▸ Exercise details: All lines below must be repeated exactly, with the pictures omitted.

▸ Exercise inputs:
◆ ◆ ◆ ◆ ◆ ◆ ◆
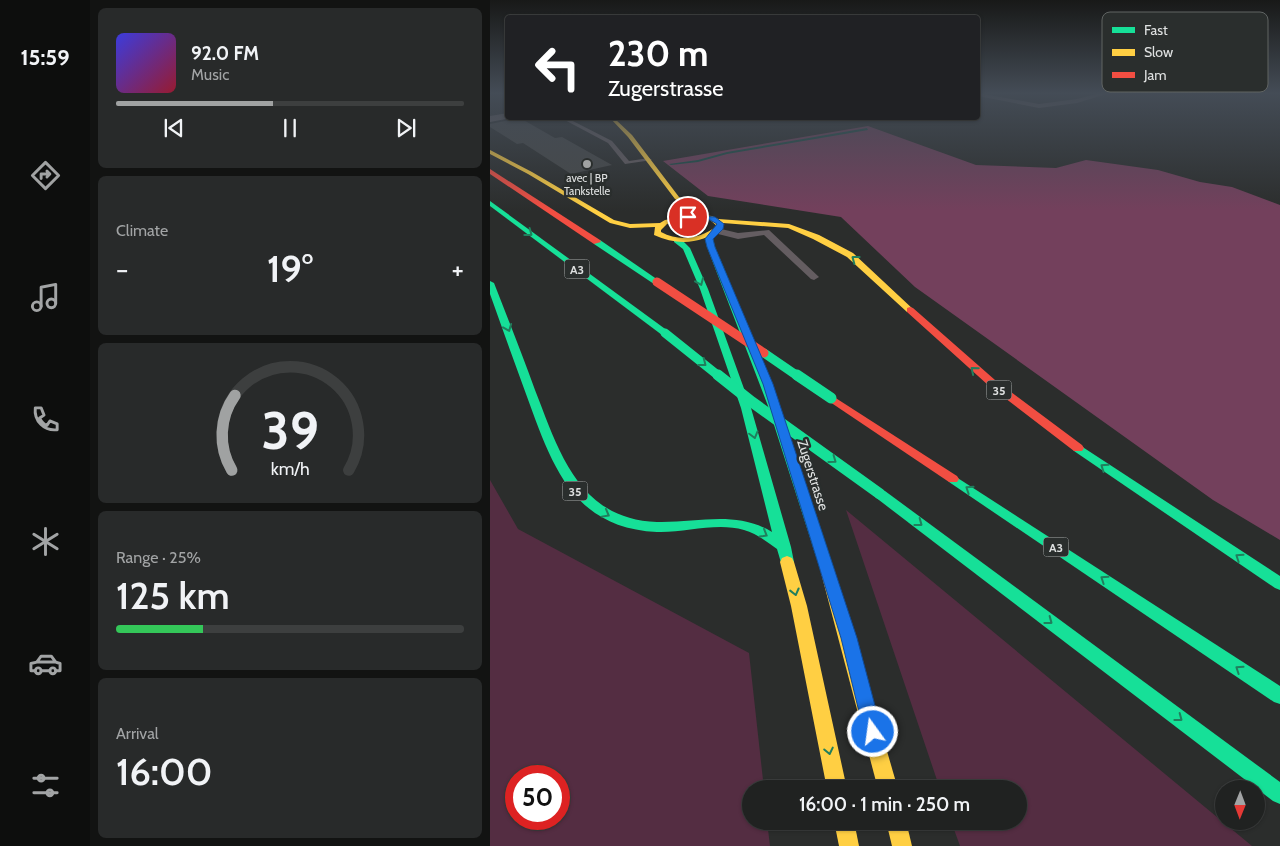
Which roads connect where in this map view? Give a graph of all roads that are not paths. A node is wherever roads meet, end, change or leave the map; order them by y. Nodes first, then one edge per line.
1 (590, 131) edge
2 (625, 131) edge
3 (490, 152) edge
4 (649, 160) junction
5 (490, 171) edge
6 (677, 198) junction
7 (490, 204) edge
8 (696, 216) junction
9 (679, 218) junction
10 (660, 225) junction
11 (715, 229) junction
12 (677, 240) junction
13 (814, 277) dead end
14 (490, 283) edge
15 (784, 547) junction
16 (1280, 584) edge
17 (1280, 696) edge
18 (835, 780) edge
19 (886, 780) edge
20 (1280, 794) edge
21 (846, 830) edge
22 (898, 830) edge
23 (849, 846) edge
24 (902, 846) edge

1 - 4 lane
2 - 4 main road
3 - 10 main road
4 - 6 main road
17 -> 5 main road, A3, bridge
6 - 8 main road
6 - 9 main road
7 -> 20 main road, A3, bridge
8 - 9 main road
8 - 11 main road
9 - 10 main road
10 - 12 main road
11 - 12 main road
11 - 13 lane
16 -> 11 main road, 35
11 - 19 main road, Zugerstrasse
12 -> 15 main road
14 -> 15 main road, 35
15 -> 18 main road
21 - 23 main road
22 - 24 main road

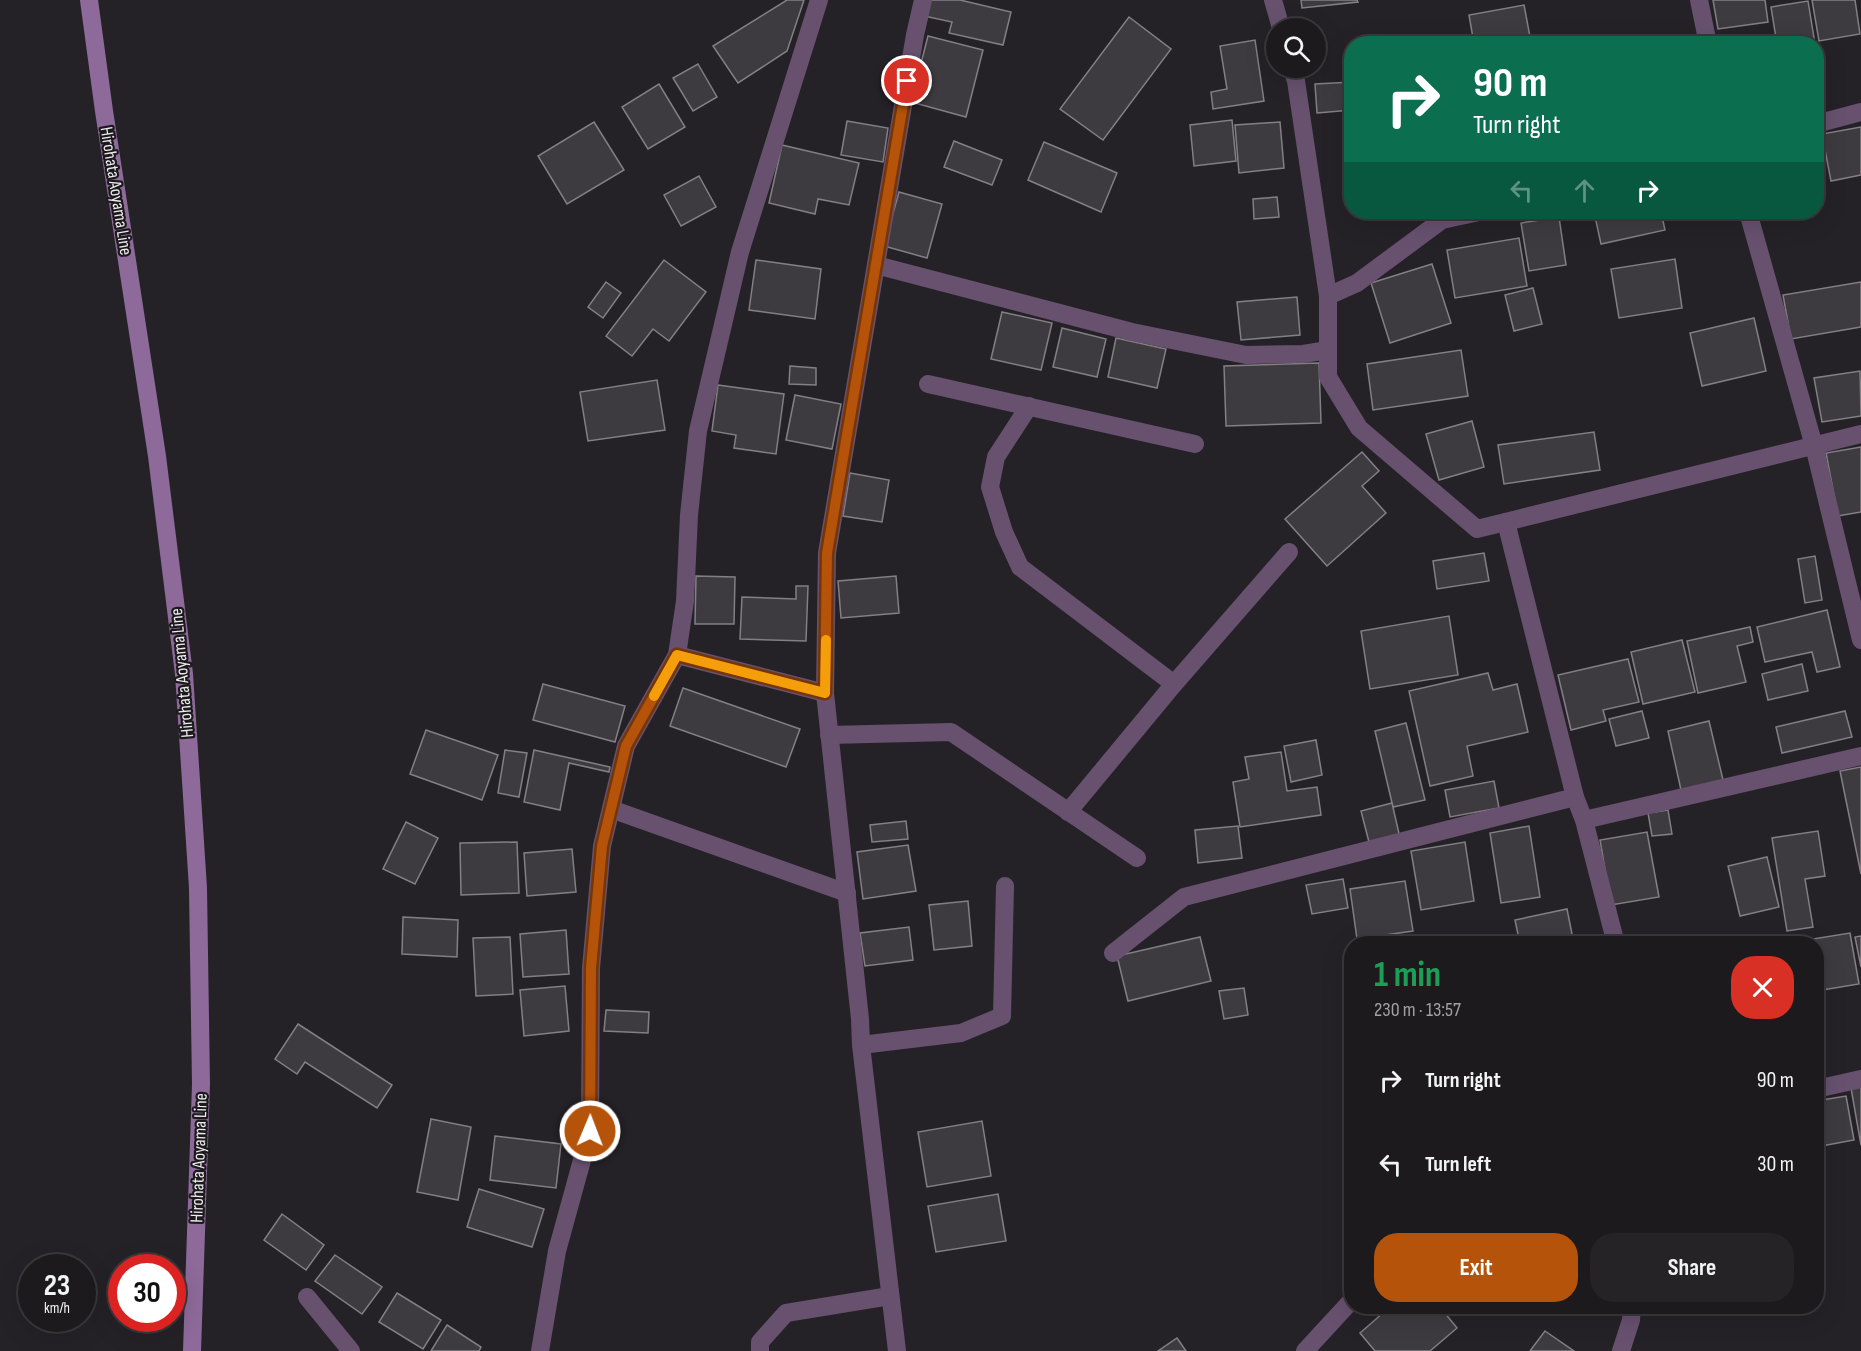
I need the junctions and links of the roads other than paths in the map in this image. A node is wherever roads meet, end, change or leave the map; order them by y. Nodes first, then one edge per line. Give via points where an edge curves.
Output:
1 (88, 0) edge
2 (819, 0) edge
3 (924, 0) edge
4 (1273, 0) edge
5 (1699, 0) edge
6 (1278, 18) edge
7 (1706, 36) edge
8 (1294, 78) edge
9 (1861, 112) edge
10 (1824, 122) edge
11 (1448, 219) edge
12 (1750, 219) edge
13 (876, 264) junction
14 (1328, 296) junction
15 (1328, 350) junction
16 (928, 384) dead end
17 (1029, 406) junction
18 (1861, 434) edge
19 (1195, 444) dead end
20 (1814, 446) junction
21 (1506, 522) junction
22 (1289, 552) dead end
23 (1861, 640) edge
24 (677, 655) junction
25 (1174, 684) junction
26 (825, 693) junction
27 (829, 735) junction
28 (1861, 756) edge
29 (1575, 797) junction
30 (610, 810) junction
31 (1068, 812) junction
32 (1584, 820) junction
33 (1137, 858) dead end
34 (1005, 886) dead end
35 (847, 893) junction
36 (1614, 936) edge
37 (1113, 953) dead end
38 (861, 1045) junction
39 (1861, 1079) edge
40 (1824, 1087) edge
41 (890, 1296) junction
42 (307, 1297) dead end
43 (1344, 1309) edge
44 (1631, 1314) edge
45 (192, 1351) edge
46 (351, 1351) edge
47 (540, 1351) edge
48 (760, 1351) edge
49 (897, 1351) edge
50 (1305, 1351) edge
51 (1621, 1351) edge

1 - 45 main road, Hirohata Aoyama Line via 157,456 184,674 198,888 201,1084
2 - 24 street via 740,252 698,430
3 - 13 street
4 - 6 street
5 - 7 street
8 - 14 street
9 - 10 street
11 - 14 street via 1357,283
12 - 20 street
13 - 15 street via 1132,332 1246,355
13 - 26 street via 827,553
14 - 15 street
15 - 21 street via 1328,376 1359,428 1478,529
16 - 17 street
17 - 19 street
17 - 25 street via 996,457 990,487 1020,567
18 - 20 street
20 - 21 street
20 - 23 street
21 - 29 street
22 - 25 street
24 - 26 street
24 - 30 street via 626,746
25 - 31 street
26 - 27 street
27 - 31 street via 951,732
27 - 35 street
28 - 32 street
29 - 32 street
29 - 37 street via 1184,897
30 - 35 street
30 - 47 street via 602,846 591,968 590,1131 557,1251
31 - 33 street
32 - 36 street
34 - 38 street via 1002,1016 961,1033
35 - 38 street
38 - 41 street
39 - 40 street
41 - 48 street via 786,1313 760,1342
41 - 49 street
42 - 46 street
43 - 50 street
44 - 51 street

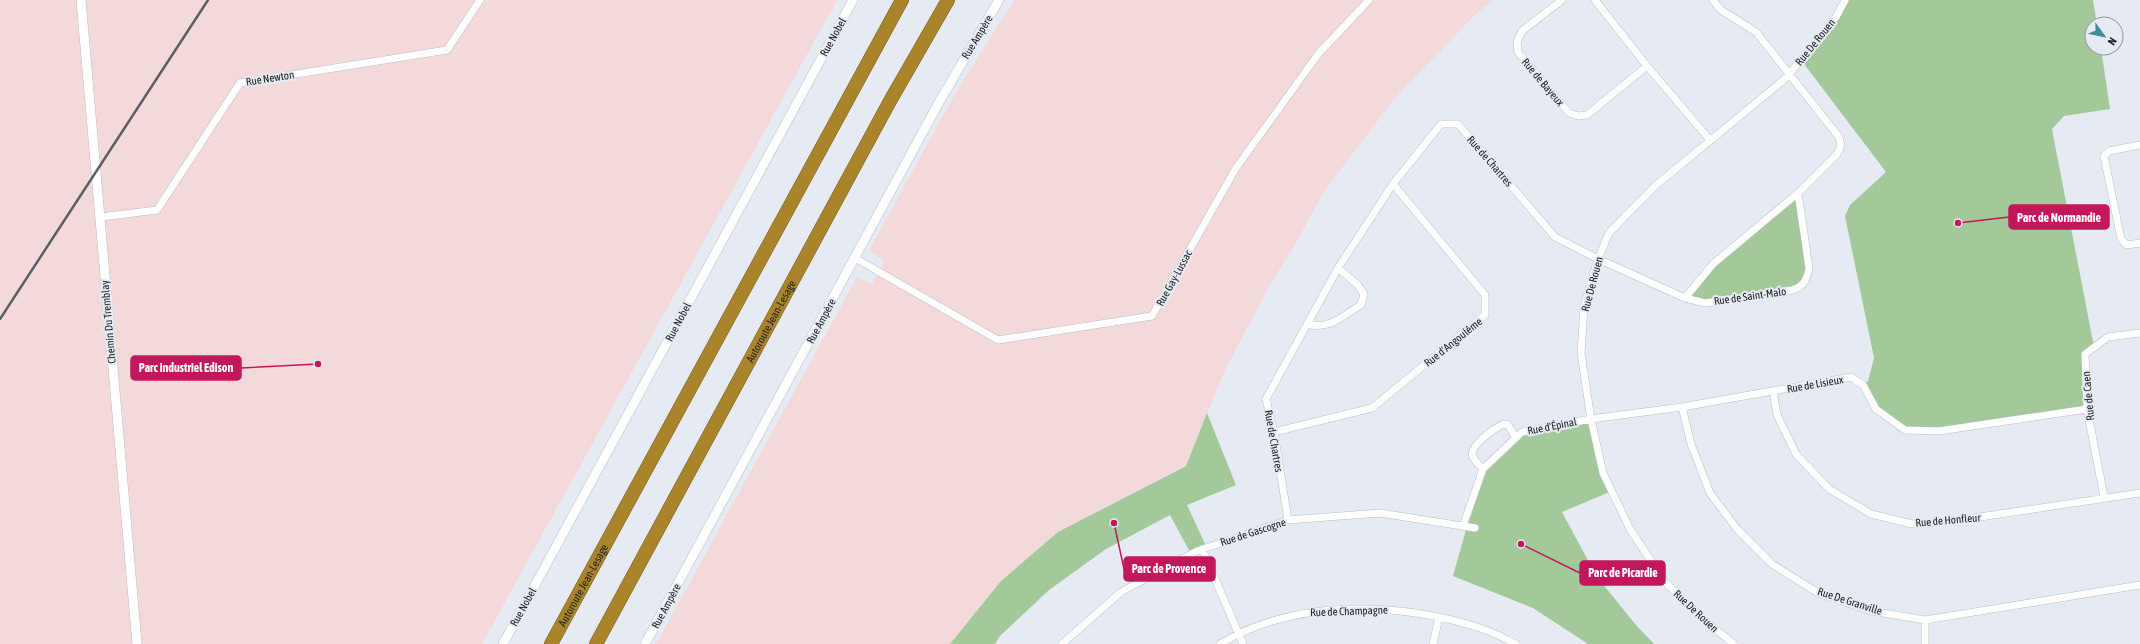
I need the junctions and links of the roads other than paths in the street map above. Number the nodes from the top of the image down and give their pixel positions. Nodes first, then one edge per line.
◆ ◆ ◆ ◆ ◆ ◆ ◆
▸ Completed exercise:
Which roads connect where in this map view? Give a graph of all roads that are not paths. A node is wherever roads meet, end, change or leave the map; order them by y. Nodes first, then one edge per line.
1 (590, 131) edge
2 (625, 131) edge
3 (490, 152) edge
4 (649, 160) junction
5 (490, 171) edge
6 (677, 198) junction
7 (490, 204) edge
8 (696, 216) junction
9 (679, 218) junction
10 (660, 225) junction
11 (715, 229) junction
12 (677, 240) junction
13 (814, 277) dead end
14 (490, 283) edge
15 (784, 547) junction
16 (1280, 584) edge
17 (1280, 696) edge
18 (835, 780) edge
19 (886, 780) edge
20 (1280, 794) edge
21 (846, 830) edge
22 (898, 830) edge
23 (849, 846) edge
24 (902, 846) edge

1 - 4 lane
2 - 4 main road
3 - 10 main road
4 - 6 main road
17 -> 5 main road, A3, bridge
6 - 8 main road
6 - 9 main road
7 -> 20 main road, A3, bridge
8 - 9 main road
8 - 11 main road
9 - 10 main road
10 - 12 main road
11 - 12 main road
11 - 13 lane
16 -> 11 main road, 35
11 - 19 main road, Zugerstrasse
12 -> 15 main road
14 -> 15 main road, 35
15 -> 18 main road
21 - 23 main road
22 - 24 main road

I need the junctions and links of the roads other than paths in the map in this image. A node is wherever roads meet, end, change or leave the map; order them by y. Nodes first, then one edge per line. Give via points where an edge curves.
Output:
1 (88, 0) edge
2 (819, 0) edge
3 (924, 0) edge
4 (1273, 0) edge
5 (1699, 0) edge
6 (1278, 18) edge
7 (1706, 36) edge
8 (1294, 78) edge
9 (1861, 112) edge
10 (1824, 122) edge
11 (1448, 219) edge
12 (1750, 219) edge
13 (876, 264) junction
14 (1328, 296) junction
15 (1328, 350) junction
16 (928, 384) dead end
17 (1029, 406) junction
18 (1861, 434) edge
19 (1195, 444) dead end
20 (1814, 446) junction
21 (1506, 522) junction
22 (1289, 552) dead end
23 (1861, 640) edge
24 (677, 655) junction
25 (1174, 684) junction
26 (825, 693) junction
27 (829, 735) junction
28 (1861, 756) edge
29 (1575, 797) junction
30 (610, 810) junction
31 (1068, 812) junction
32 (1584, 820) junction
33 (1137, 858) dead end
34 (1005, 886) dead end
35 (847, 893) junction
36 (1614, 936) edge
37 (1113, 953) dead end
38 (861, 1045) junction
39 (1861, 1079) edge
40 (1824, 1087) edge
41 (890, 1296) junction
42 (307, 1297) dead end
43 (1344, 1309) edge
44 (1631, 1314) edge
45 (192, 1351) edge
46 (351, 1351) edge
47 (540, 1351) edge
48 (760, 1351) edge
49 (897, 1351) edge
50 (1305, 1351) edge
51 (1621, 1351) edge

1 - 45 main road, Hirohata Aoyama Line via 157,456 184,674 198,888 201,1084
2 - 24 street via 740,252 698,430
3 - 13 street
4 - 6 street
5 - 7 street
8 - 14 street
9 - 10 street
11 - 14 street via 1357,283
12 - 20 street
13 - 15 street via 1132,332 1246,355
13 - 26 street via 827,553
14 - 15 street
15 - 21 street via 1328,376 1359,428 1478,529
16 - 17 street
17 - 19 street
17 - 25 street via 996,457 990,487 1020,567
18 - 20 street
20 - 21 street
20 - 23 street
21 - 29 street
22 - 25 street
24 - 26 street
24 - 30 street via 626,746
25 - 31 street
26 - 27 street
27 - 31 street via 951,732
27 - 35 street
28 - 32 street
29 - 32 street
29 - 37 street via 1184,897
30 - 35 street
30 - 47 street via 602,846 591,968 590,1131 557,1251
31 - 33 street
32 - 36 street
34 - 38 street via 1002,1016 961,1033
35 - 38 street
38 - 41 street
39 - 40 street
41 - 48 street via 786,1313 760,1342
41 - 49 street
42 - 46 street
43 - 50 street
44 - 51 street

I need the junctions and links of the roads other than paths in the street map above. Number the nodes from the top of the image down and give their pixel positions. Nodes first, then one edge per line.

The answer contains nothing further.